→ Problem requirements
Take every line in the entries that includes the word "roads" and copy it.

Records contained in a dataset:

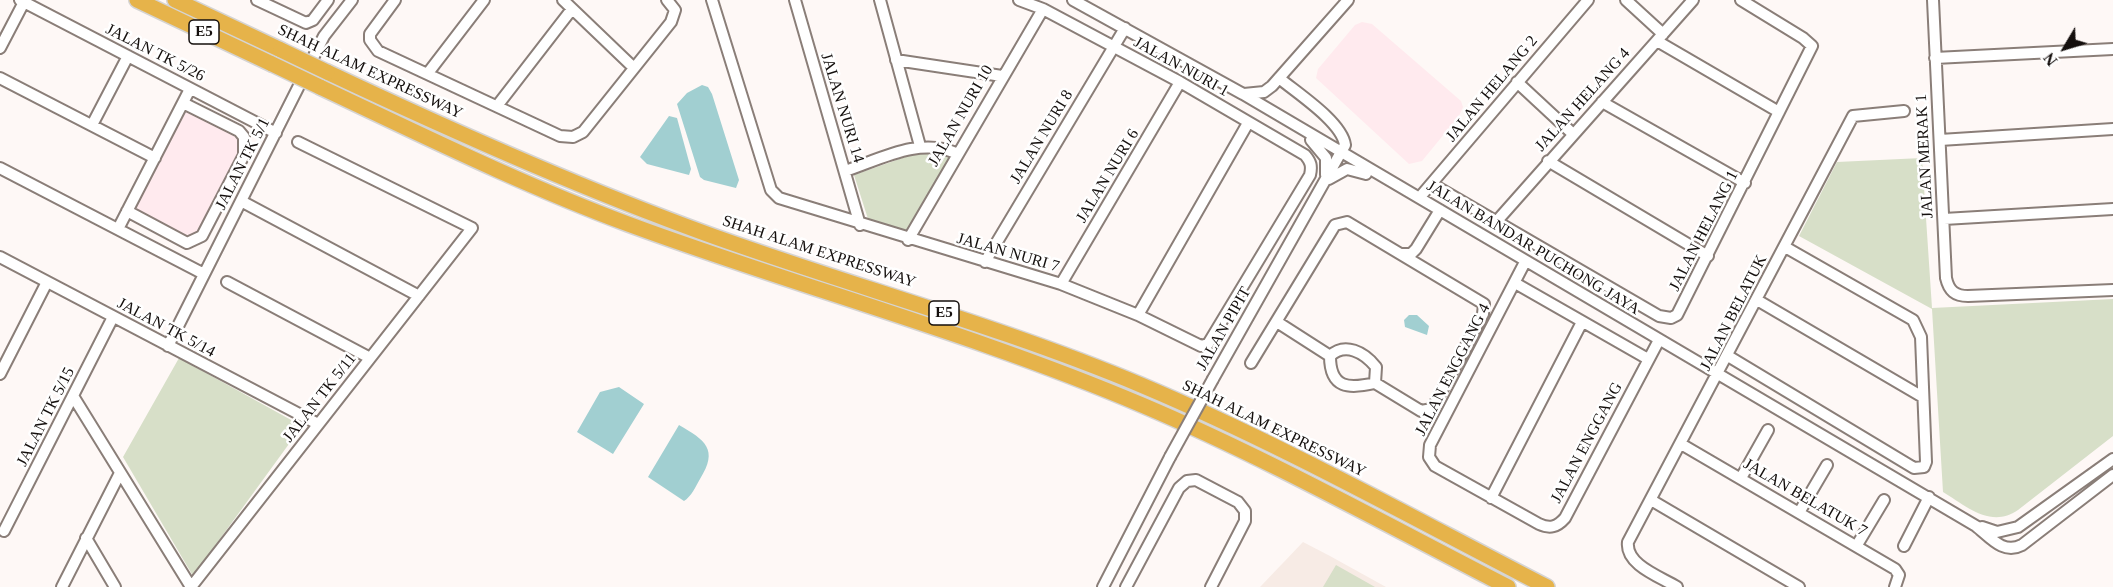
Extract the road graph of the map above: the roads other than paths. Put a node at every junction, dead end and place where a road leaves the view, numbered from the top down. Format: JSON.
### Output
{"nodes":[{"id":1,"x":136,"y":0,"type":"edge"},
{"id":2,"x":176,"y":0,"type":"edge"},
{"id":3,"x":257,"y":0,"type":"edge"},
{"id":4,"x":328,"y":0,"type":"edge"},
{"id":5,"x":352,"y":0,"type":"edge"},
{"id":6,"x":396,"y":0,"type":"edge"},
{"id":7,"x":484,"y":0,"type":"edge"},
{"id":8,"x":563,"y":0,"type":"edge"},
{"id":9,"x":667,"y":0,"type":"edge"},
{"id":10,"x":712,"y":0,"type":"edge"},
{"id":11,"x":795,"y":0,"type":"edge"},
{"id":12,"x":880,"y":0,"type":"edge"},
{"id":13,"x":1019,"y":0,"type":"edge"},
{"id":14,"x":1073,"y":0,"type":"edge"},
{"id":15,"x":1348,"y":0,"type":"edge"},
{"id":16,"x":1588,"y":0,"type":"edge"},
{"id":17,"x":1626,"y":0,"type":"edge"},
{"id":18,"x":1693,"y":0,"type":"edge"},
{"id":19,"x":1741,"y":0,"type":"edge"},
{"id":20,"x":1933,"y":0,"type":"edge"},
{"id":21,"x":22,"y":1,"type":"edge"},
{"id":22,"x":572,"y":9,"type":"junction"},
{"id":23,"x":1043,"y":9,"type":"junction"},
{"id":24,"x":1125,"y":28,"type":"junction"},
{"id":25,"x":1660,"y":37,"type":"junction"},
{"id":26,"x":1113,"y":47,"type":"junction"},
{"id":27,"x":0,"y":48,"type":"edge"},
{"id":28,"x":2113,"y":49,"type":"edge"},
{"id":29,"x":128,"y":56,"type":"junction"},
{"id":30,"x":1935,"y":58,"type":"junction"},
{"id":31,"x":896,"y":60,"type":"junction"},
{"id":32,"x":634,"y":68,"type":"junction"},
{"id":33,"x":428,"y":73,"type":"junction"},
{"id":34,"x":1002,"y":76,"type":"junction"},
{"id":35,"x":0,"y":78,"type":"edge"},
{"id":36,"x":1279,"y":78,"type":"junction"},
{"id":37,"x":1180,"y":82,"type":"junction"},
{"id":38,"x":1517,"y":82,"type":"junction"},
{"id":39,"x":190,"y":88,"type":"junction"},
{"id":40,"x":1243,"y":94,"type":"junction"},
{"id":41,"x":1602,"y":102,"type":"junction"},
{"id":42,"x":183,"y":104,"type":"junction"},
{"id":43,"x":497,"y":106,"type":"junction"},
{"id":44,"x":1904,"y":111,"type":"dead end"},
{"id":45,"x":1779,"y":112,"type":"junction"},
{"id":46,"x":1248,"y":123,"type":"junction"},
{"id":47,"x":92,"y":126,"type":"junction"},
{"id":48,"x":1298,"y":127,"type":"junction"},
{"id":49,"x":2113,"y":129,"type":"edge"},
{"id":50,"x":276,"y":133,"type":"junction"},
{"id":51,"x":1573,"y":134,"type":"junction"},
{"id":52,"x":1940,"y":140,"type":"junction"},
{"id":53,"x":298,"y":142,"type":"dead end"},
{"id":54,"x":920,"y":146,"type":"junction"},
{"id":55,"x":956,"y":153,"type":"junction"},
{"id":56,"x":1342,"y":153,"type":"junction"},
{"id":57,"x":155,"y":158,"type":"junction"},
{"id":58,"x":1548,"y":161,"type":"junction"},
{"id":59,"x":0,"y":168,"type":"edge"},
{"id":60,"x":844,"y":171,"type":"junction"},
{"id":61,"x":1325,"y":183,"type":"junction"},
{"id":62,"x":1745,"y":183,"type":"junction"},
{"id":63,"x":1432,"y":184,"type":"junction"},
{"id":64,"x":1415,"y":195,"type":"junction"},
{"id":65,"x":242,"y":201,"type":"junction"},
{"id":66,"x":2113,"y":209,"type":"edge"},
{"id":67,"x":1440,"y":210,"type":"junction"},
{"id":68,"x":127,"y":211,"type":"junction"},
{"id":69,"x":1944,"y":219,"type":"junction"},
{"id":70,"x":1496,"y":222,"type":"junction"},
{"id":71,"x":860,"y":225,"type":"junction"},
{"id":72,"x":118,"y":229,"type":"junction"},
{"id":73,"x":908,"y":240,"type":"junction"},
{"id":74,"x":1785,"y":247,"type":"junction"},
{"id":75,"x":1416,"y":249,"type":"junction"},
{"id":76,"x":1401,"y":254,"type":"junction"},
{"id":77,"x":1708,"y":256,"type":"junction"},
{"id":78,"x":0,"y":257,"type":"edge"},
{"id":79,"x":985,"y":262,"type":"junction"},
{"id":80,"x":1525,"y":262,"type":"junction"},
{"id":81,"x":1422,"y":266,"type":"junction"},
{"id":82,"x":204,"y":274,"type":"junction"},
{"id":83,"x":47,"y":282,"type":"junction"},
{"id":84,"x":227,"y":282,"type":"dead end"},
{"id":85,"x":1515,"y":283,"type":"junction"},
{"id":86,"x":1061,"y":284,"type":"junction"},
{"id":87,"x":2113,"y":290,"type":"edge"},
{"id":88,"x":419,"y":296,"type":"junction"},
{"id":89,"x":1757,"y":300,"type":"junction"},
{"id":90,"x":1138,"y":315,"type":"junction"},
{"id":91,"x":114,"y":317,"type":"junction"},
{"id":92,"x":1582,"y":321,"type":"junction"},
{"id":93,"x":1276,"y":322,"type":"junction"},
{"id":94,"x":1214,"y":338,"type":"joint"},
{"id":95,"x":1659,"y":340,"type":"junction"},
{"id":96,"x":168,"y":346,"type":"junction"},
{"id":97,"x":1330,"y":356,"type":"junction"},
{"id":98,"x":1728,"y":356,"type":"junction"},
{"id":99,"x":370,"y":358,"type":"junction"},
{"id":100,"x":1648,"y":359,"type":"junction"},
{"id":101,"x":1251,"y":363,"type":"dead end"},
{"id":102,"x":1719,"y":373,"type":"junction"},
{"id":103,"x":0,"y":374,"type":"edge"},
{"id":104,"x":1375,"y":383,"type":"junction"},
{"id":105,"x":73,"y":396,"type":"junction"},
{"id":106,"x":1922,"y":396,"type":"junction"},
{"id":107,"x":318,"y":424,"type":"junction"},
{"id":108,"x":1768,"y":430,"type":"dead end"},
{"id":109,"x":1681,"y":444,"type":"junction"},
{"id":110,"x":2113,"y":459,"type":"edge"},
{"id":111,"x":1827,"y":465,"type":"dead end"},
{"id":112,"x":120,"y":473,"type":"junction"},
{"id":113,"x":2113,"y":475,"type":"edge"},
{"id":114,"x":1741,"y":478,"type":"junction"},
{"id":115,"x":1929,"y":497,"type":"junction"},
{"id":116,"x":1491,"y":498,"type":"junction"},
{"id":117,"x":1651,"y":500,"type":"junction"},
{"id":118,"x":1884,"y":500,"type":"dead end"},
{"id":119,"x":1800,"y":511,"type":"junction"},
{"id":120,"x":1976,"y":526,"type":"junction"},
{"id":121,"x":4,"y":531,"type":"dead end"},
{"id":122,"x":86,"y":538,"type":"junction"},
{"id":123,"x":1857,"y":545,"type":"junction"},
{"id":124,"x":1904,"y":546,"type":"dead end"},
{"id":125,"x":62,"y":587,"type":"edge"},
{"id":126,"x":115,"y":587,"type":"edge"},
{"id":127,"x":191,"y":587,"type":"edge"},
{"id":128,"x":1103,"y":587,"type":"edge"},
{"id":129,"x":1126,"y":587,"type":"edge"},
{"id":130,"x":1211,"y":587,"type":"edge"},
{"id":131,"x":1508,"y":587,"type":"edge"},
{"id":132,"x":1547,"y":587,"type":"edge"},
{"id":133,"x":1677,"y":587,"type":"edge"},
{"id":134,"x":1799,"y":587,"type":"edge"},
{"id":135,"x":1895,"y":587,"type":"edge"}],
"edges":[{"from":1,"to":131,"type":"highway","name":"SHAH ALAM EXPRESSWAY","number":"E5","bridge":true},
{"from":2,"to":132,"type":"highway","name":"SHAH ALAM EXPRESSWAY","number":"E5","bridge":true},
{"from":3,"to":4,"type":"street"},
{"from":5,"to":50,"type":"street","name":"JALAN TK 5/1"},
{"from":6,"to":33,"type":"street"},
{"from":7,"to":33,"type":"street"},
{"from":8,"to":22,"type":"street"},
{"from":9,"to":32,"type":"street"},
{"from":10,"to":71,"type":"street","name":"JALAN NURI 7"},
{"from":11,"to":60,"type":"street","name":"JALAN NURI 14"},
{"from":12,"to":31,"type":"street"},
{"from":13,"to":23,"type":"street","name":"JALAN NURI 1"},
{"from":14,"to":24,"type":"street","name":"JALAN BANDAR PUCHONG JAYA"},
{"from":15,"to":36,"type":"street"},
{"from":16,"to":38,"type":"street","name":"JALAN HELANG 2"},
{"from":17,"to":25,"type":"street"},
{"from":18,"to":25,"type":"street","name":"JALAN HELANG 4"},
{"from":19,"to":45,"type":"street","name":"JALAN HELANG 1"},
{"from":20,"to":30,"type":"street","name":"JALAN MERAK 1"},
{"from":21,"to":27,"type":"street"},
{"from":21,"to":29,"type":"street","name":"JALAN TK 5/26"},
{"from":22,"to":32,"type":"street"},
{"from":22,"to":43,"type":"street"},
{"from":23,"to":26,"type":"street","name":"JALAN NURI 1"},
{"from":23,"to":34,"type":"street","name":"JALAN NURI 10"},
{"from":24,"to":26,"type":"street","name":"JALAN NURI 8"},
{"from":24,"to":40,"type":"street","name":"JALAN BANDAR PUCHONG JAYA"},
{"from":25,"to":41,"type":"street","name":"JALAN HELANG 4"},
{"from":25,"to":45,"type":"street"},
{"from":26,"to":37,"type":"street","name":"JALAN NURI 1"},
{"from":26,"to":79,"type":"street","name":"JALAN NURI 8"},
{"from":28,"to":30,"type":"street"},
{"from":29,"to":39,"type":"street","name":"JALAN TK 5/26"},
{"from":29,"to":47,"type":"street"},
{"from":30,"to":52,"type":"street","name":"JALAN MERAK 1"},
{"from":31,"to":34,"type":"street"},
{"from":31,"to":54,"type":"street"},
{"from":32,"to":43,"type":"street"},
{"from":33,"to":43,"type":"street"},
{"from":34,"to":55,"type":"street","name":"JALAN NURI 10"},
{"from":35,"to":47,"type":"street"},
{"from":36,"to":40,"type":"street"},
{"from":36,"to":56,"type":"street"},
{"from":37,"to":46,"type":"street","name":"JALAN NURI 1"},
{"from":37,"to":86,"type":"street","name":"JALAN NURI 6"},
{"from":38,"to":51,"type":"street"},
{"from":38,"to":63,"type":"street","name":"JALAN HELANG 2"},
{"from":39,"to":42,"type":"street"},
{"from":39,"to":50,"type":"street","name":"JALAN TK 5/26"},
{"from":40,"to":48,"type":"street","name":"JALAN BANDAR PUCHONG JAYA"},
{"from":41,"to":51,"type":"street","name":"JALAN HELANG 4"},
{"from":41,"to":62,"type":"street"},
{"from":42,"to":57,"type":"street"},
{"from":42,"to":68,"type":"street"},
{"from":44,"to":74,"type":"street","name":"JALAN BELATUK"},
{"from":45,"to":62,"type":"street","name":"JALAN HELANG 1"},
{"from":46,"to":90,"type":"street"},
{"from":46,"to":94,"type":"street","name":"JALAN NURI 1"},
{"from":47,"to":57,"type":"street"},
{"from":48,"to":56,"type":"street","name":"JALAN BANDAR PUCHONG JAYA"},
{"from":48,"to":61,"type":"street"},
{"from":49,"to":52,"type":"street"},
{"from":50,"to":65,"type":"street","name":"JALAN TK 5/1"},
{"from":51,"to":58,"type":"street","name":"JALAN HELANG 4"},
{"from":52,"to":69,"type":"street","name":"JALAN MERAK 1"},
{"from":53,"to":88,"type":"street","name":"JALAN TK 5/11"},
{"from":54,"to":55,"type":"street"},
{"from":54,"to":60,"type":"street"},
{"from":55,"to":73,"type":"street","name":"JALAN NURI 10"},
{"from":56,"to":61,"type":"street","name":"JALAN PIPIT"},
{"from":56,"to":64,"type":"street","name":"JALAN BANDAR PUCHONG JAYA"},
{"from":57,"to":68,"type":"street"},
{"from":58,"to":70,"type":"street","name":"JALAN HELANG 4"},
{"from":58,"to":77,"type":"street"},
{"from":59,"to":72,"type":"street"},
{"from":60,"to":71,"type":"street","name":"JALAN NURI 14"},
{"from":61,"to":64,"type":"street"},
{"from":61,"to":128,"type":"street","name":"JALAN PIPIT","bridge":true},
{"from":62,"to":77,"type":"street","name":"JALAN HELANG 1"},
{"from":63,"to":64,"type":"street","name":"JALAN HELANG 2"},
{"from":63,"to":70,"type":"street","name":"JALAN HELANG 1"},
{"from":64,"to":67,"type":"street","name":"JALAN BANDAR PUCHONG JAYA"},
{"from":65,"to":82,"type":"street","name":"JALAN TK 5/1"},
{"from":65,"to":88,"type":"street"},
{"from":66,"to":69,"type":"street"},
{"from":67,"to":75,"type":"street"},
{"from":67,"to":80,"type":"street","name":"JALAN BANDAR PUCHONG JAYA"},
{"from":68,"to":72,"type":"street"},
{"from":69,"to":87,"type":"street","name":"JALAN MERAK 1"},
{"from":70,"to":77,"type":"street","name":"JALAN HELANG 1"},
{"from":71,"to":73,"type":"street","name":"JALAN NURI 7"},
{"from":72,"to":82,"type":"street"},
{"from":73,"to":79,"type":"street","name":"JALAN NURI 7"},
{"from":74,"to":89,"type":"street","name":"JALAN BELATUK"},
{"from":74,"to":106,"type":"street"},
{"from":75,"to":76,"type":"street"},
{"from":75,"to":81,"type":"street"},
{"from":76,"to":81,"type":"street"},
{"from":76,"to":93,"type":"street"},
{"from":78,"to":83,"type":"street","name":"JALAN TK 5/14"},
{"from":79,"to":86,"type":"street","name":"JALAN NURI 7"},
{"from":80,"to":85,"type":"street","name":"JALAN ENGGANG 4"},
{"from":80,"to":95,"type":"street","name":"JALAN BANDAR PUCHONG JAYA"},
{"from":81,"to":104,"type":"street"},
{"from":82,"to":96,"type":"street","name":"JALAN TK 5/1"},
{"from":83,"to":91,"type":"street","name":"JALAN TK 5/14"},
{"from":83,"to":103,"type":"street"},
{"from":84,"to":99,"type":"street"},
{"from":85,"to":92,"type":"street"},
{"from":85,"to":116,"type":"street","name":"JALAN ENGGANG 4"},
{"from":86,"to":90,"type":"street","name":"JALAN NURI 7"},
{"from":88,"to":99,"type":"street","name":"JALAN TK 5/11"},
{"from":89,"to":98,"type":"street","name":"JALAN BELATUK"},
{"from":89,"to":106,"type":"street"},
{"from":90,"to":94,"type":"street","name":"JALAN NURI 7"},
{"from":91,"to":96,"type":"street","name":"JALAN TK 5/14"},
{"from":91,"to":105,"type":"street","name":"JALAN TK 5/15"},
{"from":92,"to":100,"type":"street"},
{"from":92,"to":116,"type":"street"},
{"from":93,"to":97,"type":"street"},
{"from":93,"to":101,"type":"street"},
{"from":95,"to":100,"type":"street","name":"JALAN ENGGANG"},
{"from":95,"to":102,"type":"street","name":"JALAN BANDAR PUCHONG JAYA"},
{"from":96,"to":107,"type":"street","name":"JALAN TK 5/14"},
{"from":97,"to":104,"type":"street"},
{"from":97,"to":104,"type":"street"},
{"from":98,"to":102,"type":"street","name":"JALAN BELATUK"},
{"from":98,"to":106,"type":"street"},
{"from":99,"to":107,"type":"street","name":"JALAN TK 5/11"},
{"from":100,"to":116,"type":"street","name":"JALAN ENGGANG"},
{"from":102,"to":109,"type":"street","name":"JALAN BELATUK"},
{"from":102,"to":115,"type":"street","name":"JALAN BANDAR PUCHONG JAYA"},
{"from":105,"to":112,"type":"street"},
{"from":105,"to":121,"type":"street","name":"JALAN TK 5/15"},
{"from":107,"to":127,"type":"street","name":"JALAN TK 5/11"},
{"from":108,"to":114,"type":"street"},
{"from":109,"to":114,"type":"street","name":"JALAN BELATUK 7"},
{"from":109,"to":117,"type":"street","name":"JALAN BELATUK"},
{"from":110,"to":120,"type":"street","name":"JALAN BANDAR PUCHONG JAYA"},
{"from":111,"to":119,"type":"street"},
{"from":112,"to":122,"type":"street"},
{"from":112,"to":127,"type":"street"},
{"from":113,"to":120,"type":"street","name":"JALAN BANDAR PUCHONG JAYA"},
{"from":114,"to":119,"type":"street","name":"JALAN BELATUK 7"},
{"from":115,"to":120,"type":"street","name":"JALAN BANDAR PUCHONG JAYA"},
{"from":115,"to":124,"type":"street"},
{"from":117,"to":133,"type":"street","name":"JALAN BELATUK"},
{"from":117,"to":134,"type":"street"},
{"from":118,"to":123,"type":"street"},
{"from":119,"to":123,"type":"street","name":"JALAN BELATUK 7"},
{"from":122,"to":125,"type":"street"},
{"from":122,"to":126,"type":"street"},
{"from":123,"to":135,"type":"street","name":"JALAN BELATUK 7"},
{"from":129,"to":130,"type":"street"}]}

...

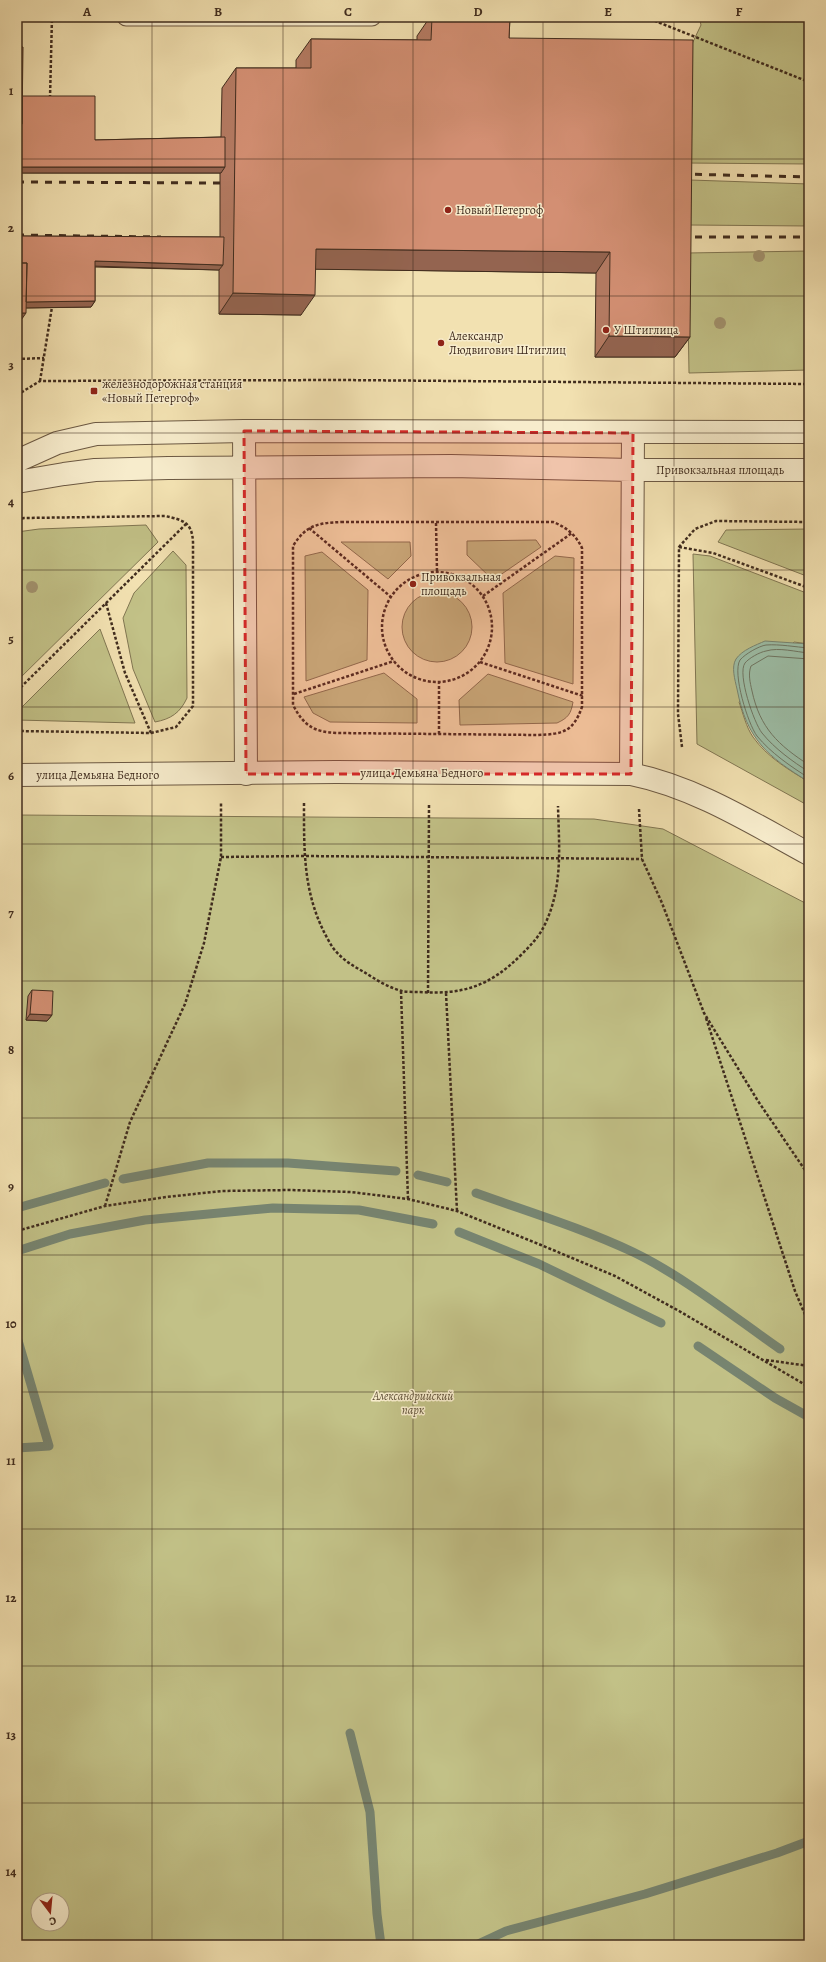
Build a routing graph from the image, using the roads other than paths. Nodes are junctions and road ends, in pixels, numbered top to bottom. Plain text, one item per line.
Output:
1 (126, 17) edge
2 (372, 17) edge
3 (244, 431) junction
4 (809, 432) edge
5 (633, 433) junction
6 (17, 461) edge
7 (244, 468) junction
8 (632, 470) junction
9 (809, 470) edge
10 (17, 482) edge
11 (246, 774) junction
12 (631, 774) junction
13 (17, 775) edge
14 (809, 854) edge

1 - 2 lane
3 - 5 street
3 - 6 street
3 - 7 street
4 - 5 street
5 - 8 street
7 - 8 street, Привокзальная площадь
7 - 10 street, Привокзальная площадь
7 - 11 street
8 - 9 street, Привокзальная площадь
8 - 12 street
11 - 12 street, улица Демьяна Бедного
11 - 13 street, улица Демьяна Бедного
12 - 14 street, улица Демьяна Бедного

→ Reply
Extract the road graph of the map above: the roads other than paths. Put a node at every junction, dead end and place where a road leaves the view, numbered from the top down. Format: JSON.
Build a routing graph from the image, using the roads other than paths. Nodes are junctions and road ends, in pixels, numbered top to bottom. Plain text, one item per line.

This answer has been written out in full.